Aku menghela nafasku, kali ini aku paham, lagi-lagi keributan ini terjadi karena ayah kepergok dengan teman sekantornya. Aku juga sangat muak mendengar pertengkarannya! Aku segera pergi meninggalkan rumah, seolah memang belum waktunya aku untuk pulang.

Aku terus melangkah dengan perasaan hampa, entah kemana kaki ini akan membawaku. Hari ini cuaca sedikit terik dan aku merasa haus, aku berhenti di warung pinggir jalan. Membeli sebotol minuman dan duduk di meja warung yang kosong, kuteguk minumanku.

Aku tau di sebelah mejaku terdapat sekurumunan pria yang sedang nongkrong sambil bermain domino dan mereka merokok bebas, asapnya lumayan menggangguku, tapi aku tidak mempedulikannya. Bagiku perasaan hampa ini lebih penting.

Bahkan rasa was-was pun tak ada lagi, benar-benar hampa sekali. Sesekali mereka melirik kearahku, aku bisa merasakannya.

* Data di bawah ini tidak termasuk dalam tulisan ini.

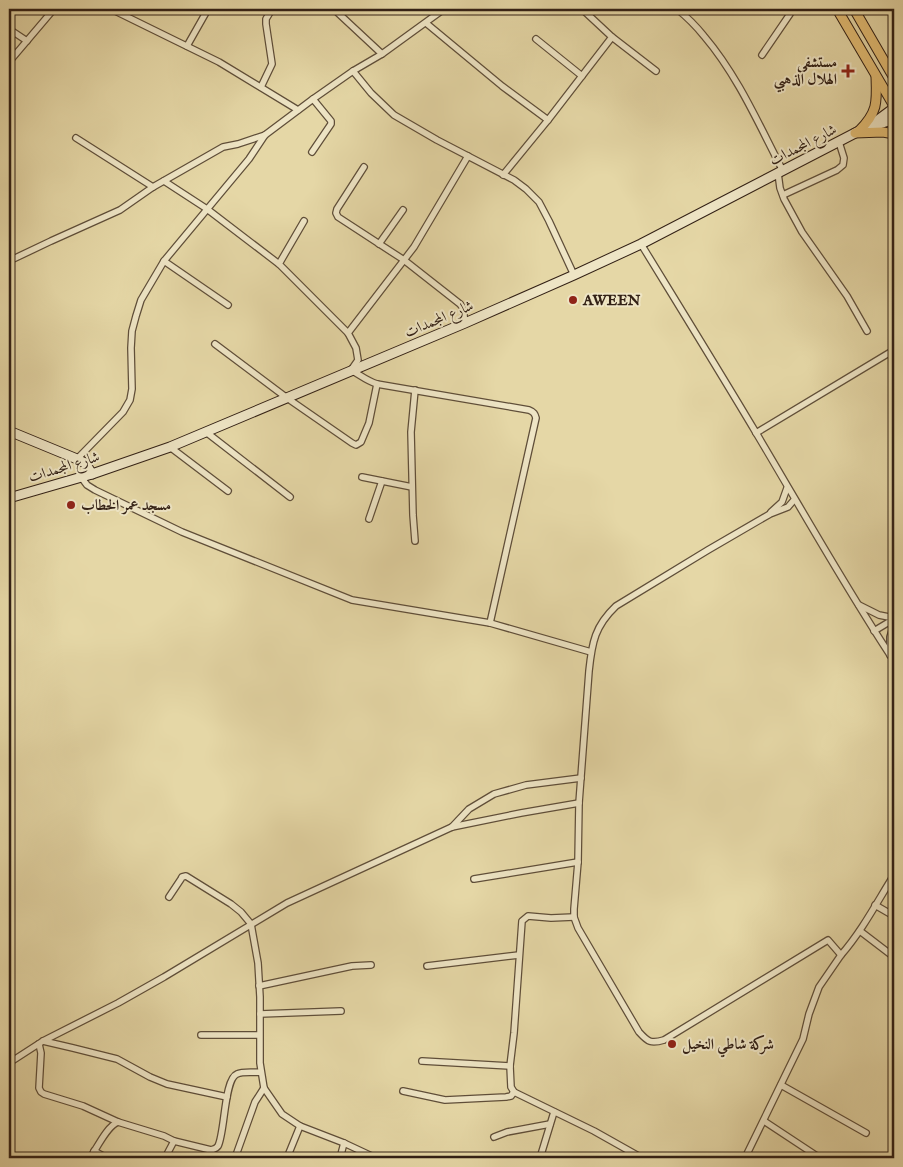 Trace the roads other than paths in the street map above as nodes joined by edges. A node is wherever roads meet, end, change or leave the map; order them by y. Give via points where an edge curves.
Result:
1 (54, 9) edge
2 (111, 9) edge
3 (208, 9) edge
4 (272, 9) edge
5 (335, 9) edge
6 (582, 9) edge
7 (677, 9) edge
8 (788, 9) edge
9 (837, 9) edge
10 (854, 9) edge
11 (441, 10) edge
12 (685, 11) edge
13 (426, 23) junction
14 (9, 29) edge
15 (612, 37) junction
16 (536, 39) dead end
17 (27, 41) junction
18 (187, 46) junction
19 (382, 54) junction
20 (762, 55) dead end
21 (9, 62) edge
22 (890, 66) edge
23 (354, 71) junction
24 (656, 71) dead end
25 (876, 74) junction
26 (582, 76) junction
27 (894, 78) edge
28 (261, 87) junction
29 (313, 99) junction
30 (894, 107) edge
31 (298, 110) junction
32 (894, 119) edge
33 (548, 120) junction
34 (860, 131) junction
35 (894, 134) edge
36 (265, 135) junction
37 (76, 138) dead end
38 (839, 142) junction
39 (312, 152) dead end
40 (468, 156) junction
41 (364, 167) dead end
42 (781, 172) junction
43 (502, 174) junction
44 (164, 181) junction
45 (153, 187) junction
46 (783, 195) junction
47 (207, 209) junction
48 (403, 210) dead end
49 (304, 220) dead end
50 (379, 244) junction
51 (641, 244) junction
52 (404, 260) junction
53 (9, 261) edge
54 (164, 261) junction
55 (279, 264) junction
56 (574, 275) junction
57 (228, 305) dead end
58 (465, 323) junction
59 (866, 331) dead end
60 (348, 333) junction
61 (215, 344) dead end
62 (894, 350) edge
63 (351, 370) junction
64 (377, 384) junction
65 (415, 390) junction
66 (287, 398) junction
67 (9, 431) edge
68 (206, 432) junction
69 (756, 433) junction
70 (170, 447) junction
71 (77, 458) junction
72 (92, 474) junction
73 (81, 477) junction
74 (362, 477) dead end
75 (382, 481) junction
76 (412, 487) junction
77 (788, 488) junction
78 (228, 492) dead end
79 (290, 497) dead end
80 (9, 498) edge
81 (794, 500) junction
82 (770, 514) junction
83 (370, 519) dead end
84 (415, 541) dead end
85 (858, 604) junction
86 (894, 618) edge
87 (490, 623) junction
88 (894, 624) edge
89 (874, 631) junction
90 (591, 652) junction
91 (890, 655) junction
92 (894, 662) edge
93 (581, 778) junction
94 (579, 803) junction
95 (452, 827) junction
96 (578, 862) junction
97 (894, 875) edge
98 (474, 879) dead end
99 (170, 897) dead end
100 (875, 905) junction
101 (894, 916) edge
102 (574, 917) junction
103 (251, 924) junction
104 (860, 931) junction
105 (519, 955) junction
106 (841, 955) junction
107 (894, 958) edge
108 (371, 965) dead end
109 (427, 966) dead end
110 (260, 986) junction
111 (342, 1011) dead end
112 (260, 1014) junction
113 (201, 1035) dead end
114 (260, 1035) junction
115 (41, 1043) junction
116 (422, 1061) dead end
117 (9, 1063) edge
118 (510, 1066) junction
119 (261, 1072) junction
120 (781, 1085) junction
121 (264, 1088) junction
122 (402, 1091) dead end
123 (514, 1092) junction
124 (227, 1097) junction
125 (554, 1112) junction
126 (764, 1120) junction
127 (118, 1122) junction
128 (550, 1124) junction
129 (300, 1126) junction
130 (866, 1134) dead end
131 (494, 1137) dead end
132 (174, 1141) junction
133 (344, 1142) junction
134 (94, 1151) junction
135 (630, 1152) junction
136 (90, 1158) edge
137 (107, 1158) edge
138 (166, 1158) edge
139 (236, 1158) edge
140 (293, 1158) edge
141 (340, 1158) edge
142 (376, 1158) edge
143 (540, 1158) edge
144 (626, 1158) edge
145 (642, 1158) edge
146 (745, 1158) edge
147 (820, 1158) edge

1 - 17 street
2 - 18 street
3 - 18 street
4 - 28 street via 266,20 272,64
5 - 19 street
6 - 15 street
7 - 12 street
8 - 20 street via 790,14
9 - 25 main road
10 - 22 main road
11 - 13 street
12 - 42 street via 737,82
13 - 19 street
13 - 33 street
14 - 17 street
15 - 24 street
15 - 26 street
16 - 26 street
17 - 21 street
18 - 28 street
19 - 23 street
22 - 27 main road
23 - 29 street
23 - 40 street via 370,93 394,115
25 - 30 main road
25 - 34 main road via 876,106
26 - 33 street
28 - 31 street
29 - 31 street
29 - 39 street via 331,124
30 - 34 main road, شارع المجمدات
31 - 36 street
32 - 34 main road, شارع المجمدات
33 - 43 street
34 - 35 main road
34 - 38 main road, شارع المجمدات
36 - 44 street via 223,148
36 - 47 street
37 - 45 street
38 - 42 main road, شارع المجمدات
38 - 46 street via 844,158 838,170
40 - 43 street
40 - 52 street
41 - 50 street via 336,213
42 - 46 street
42 - 51 main road, شارع المجمدات
43 - 56 street via 526,189 539,202
44 - 45 street
44 - 47 street
45 - 53 street via 120,210
46 - 59 street via 802,232 847,296
47 - 54 street
47 - 55 street
48 - 50 street
49 - 55 street
50 - 52 street
51 - 56 main road, شارع المجمدات
51 - 69 street
52 - 58 street via 460,304
52 - 60 street
54 - 57 street
54 - 71 street via 141,300 136,316 130,400 123,412
55 - 60 street
56 - 58 main road, شارع المجمدات
58 - 63 main road, شارع المجمدات
60 - 63 street via 358,360
61 - 66 street
62 - 69 street
63 - 64 street
63 - 66 main road, شارع المجمدات
64 - 65 street
64 - 66 street via 368,423 361,442 356,445
65 - 76 street via 411,432
65 - 87 street via 529,410 536,418
66 - 68 main road, شارع المجمدات
67 - 71 main road
68 - 70 main road, شارع المجمدات
68 - 79 street
69 - 77 street
70 - 72 main road, شارع المجمدات
70 - 78 street
71 - 72 main road
72 - 73 main road, شارع المجمدات
73 - 80 main road, شارع المجمدات
73 - 87 street via 95,490 182,532 352,600
74 - 75 street
75 - 76 street
75 - 83 street
76 - 84 street
77 - 81 street
77 - 82 street via 782,502
81 - 82 street via 788,507
81 - 85 street
82 - 90 street via 616,606 598,629
85 - 86 street via 879,616
85 - 89 street
86 - 89 street
87 - 90 street
88 - 91 street
89 - 91 street
90 - 93 street
91 - 92 street
93 - 94 street
93 - 95 street via 526,785 494,794 469,809
94 - 95 street
94 - 96 street
95 - 103 street via 286,903
96 - 98 street
96 - 102 street
97 - 100 street
99 - 103 street via 182,877 186,876 231,904
100 - 101 street
100 - 104 street
102 - 105 street via 525,918 521,926
102 - 106 street via 639,1032 654,1043 664,1040 828,940
103 - 110 street
103 - 115 street via 164,977
104 - 106 street
104 - 107 street
105 - 109 street
105 - 118 street
106 - 120 street via 819,987 803,1039
108 - 110 street via 352,966
110 - 112 street
111 - 112 street
112 - 114 street
113 - 114 street
114 - 119 street
115 - 117 street
115 - 124 street via 117,1059 167,1084
115 - 127 street via 41,1092
116 - 118 street
118 - 123 street
119 - 121 street
119 - 124 street via 235,1075
120 - 126 street
120 - 130 street
121 - 129 street via 282,1114
121 - 139 street via 255,1102
122 - 123 street via 445,1100 506,1097
123 - 125 street
124 - 132 street via 216,1147 211,1150
125 - 128 street
125 - 135 street
126 - 146 street
126 - 147 street
127 - 132 street
127 - 134 street
128 - 131 street
128 - 143 street
129 - 133 street
129 - 140 street via 289,1153
132 - 138 street
133 - 141 street
133 - 142 street
134 - 136 street
134 - 137 street
135 - 144 street
135 - 145 street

Lalu dari arah seberang sebuah kereta menghampiri warung ini, aku tak melihat siapa yang datang. Aku terus memandangi jalan dengan tatapan kosong.

"Lia, lagi ngapain disini?"

Suara itu menghampiriku, Aku pun menoleh, ternyata Andre.

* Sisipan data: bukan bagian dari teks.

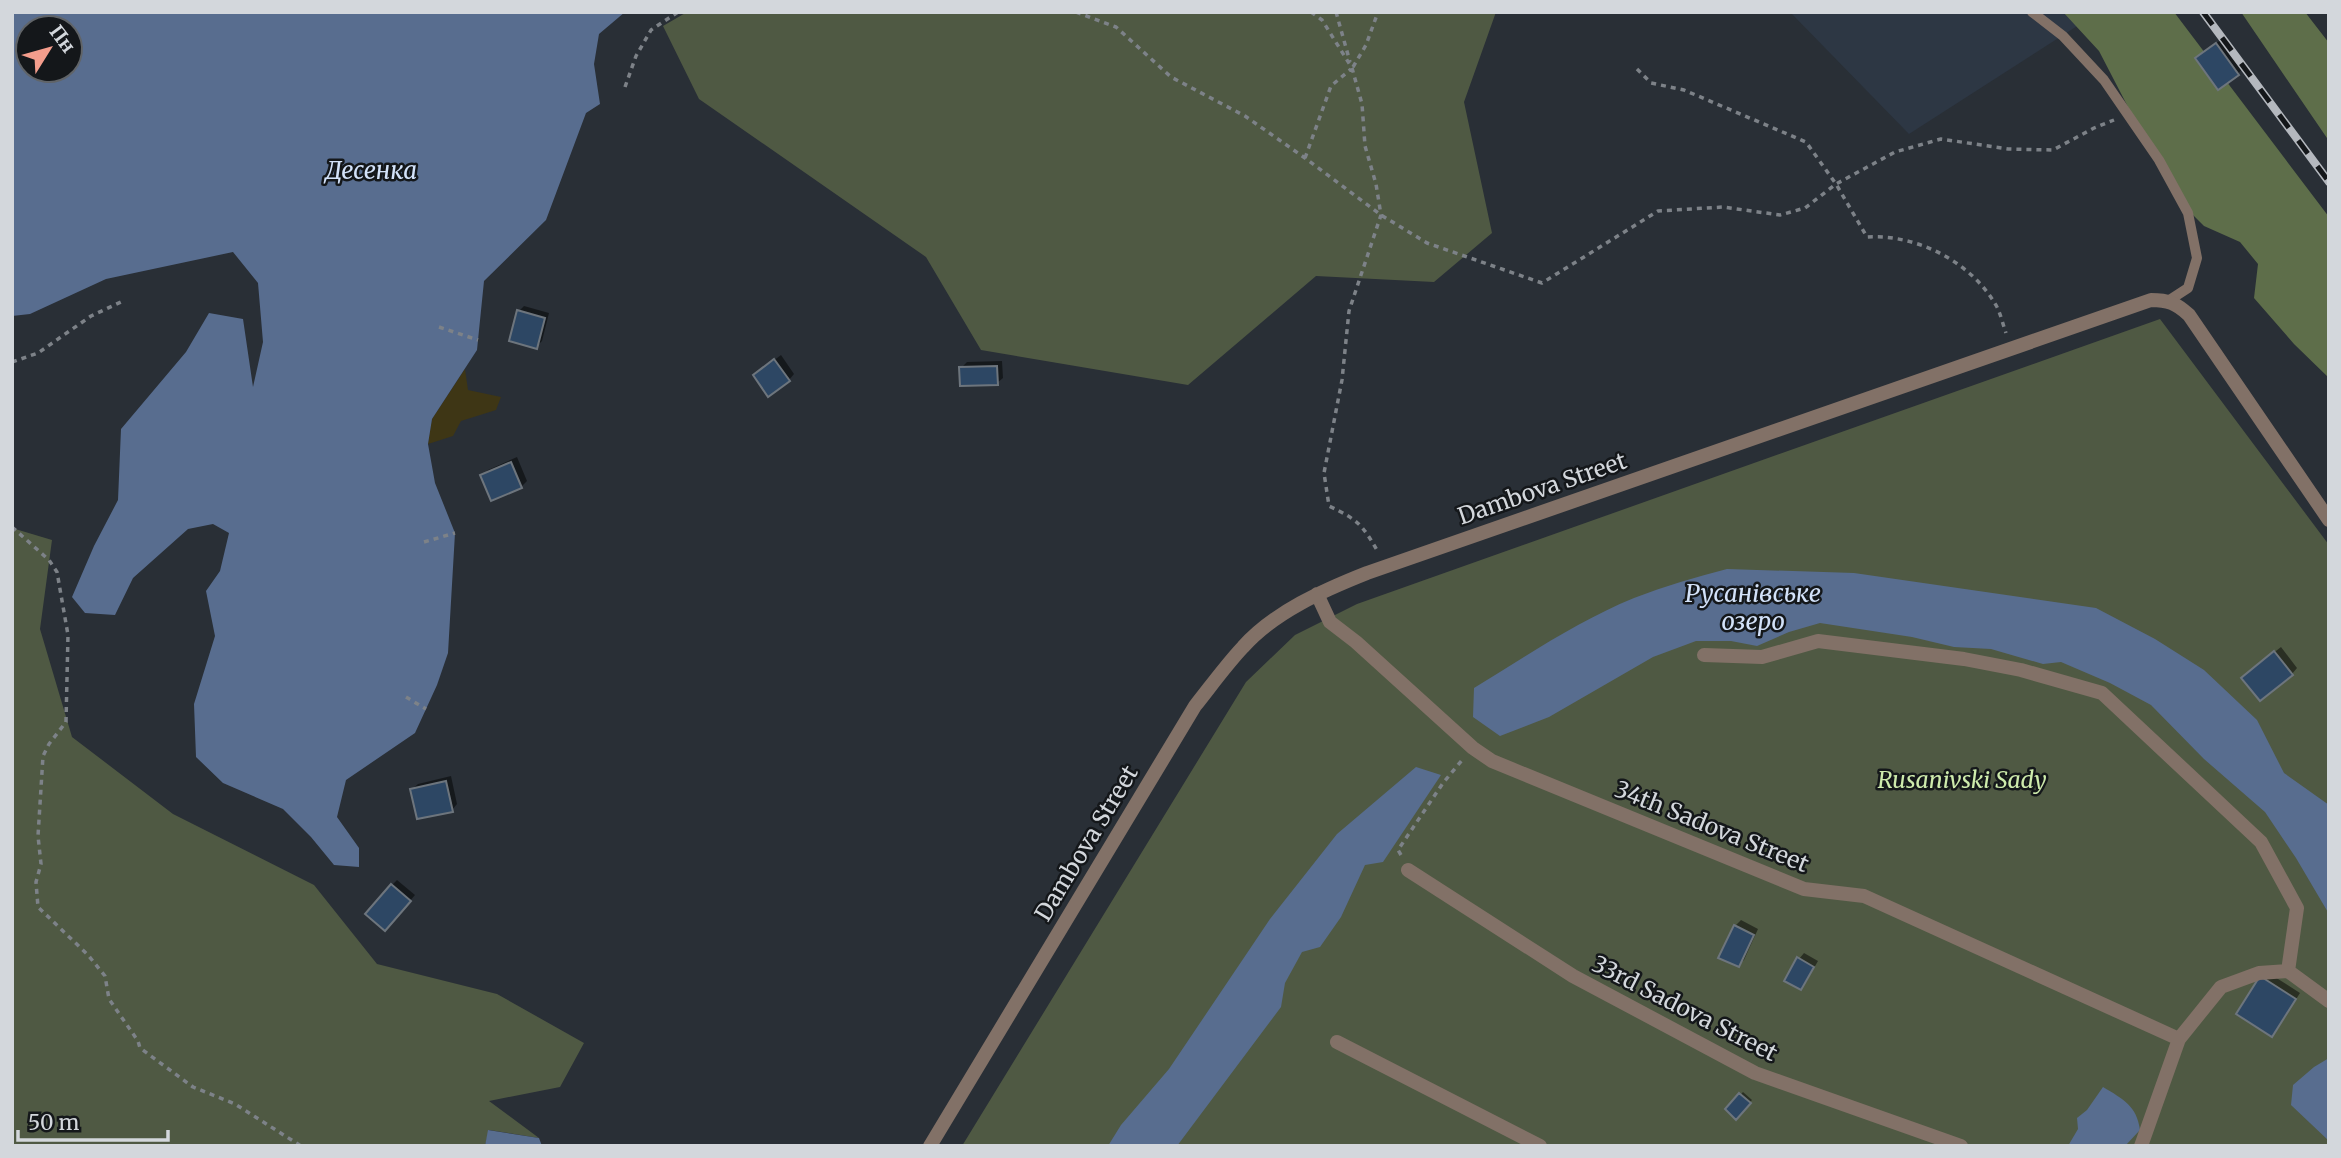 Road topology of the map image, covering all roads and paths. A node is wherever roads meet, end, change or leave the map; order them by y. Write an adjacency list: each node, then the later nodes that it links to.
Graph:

"Lu sendirian? Jonathan mana?"

Dia duduk di hadapanku, aku sedikit terganggu dengan ocehannya, "Kenapa? Emang kelihatannya disini aja Jonathan ya?" jawabku ketus.

"Engga sih. tapi gue heran lu ngapain disini, sendirian pula." Dia tersenyum menyeringai padaku.

Aku enggan menjawab dan membuang tatapan darinya, Melamunkan hal yang baru saja terjadi di rumah tadi.

"Lu abis berantem sama Jonathan ya?" sambungnya asal.

"Apaan sih! Jonathan mulu!" jawabku kesal, aku segera bangkit dari dudukku dan pergi.

"Eh tunggu, aku anterin deh. Lumayan jauh kan kerumah lu kalo jalan." Dia menghampiriku dengan motornya.

Dari mana dia tahu rumahku? Aku meliriknya sinis, tapi mungkin tak ada salahnya dia mengantarku, "oke." Jawabku singkat.

Terlihat dari jauh rumahku di kerumuni para tetangga, aku pun heran. Kulihat mobil ambulance memasukkan ibu yang terbaring lemas. Aku terkejut dan menyuruh Andre untuk segera berhenti.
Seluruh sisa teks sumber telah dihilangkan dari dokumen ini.